> _ACTION ITEM_:
Give back every line of the data, word for word.

Segment Start: WORKING DATA

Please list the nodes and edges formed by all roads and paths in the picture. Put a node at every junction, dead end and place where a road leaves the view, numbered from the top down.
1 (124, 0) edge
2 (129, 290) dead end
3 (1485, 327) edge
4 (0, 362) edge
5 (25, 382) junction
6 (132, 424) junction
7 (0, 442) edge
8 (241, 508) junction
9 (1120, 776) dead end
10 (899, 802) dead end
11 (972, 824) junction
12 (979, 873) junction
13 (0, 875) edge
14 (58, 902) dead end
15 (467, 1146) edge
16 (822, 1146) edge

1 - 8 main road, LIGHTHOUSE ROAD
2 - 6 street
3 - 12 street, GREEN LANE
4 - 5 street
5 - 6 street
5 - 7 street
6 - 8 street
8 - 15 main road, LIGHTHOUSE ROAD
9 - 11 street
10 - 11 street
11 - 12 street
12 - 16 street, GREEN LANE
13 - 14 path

Segment End: WORKING DATA

> _WORKED SOLUTION_:
Please list the nodes and edges formed by all roads and paths in the picture. Put a node at every junction, dead end and place where a road leaves the view, numbered from the top down.
1 (124, 0) edge
2 (129, 290) dead end
3 (1485, 327) edge
4 (0, 362) edge
5 (25, 382) junction
6 (132, 424) junction
7 (0, 442) edge
8 (241, 508) junction
9 (1120, 776) dead end
10 (899, 802) dead end
11 (972, 824) junction
12 (979, 873) junction
13 (0, 875) edge
14 (58, 902) dead end
15 (467, 1146) edge
16 (822, 1146) edge

1 - 8 main road, LIGHTHOUSE ROAD
2 - 6 street
3 - 12 street, GREEN LANE
4 - 5 street
5 - 6 street
5 - 7 street
6 - 8 street
8 - 15 main road, LIGHTHOUSE ROAD
9 - 11 street
10 - 11 street
11 - 12 street
12 - 16 street, GREEN LANE
13 - 14 path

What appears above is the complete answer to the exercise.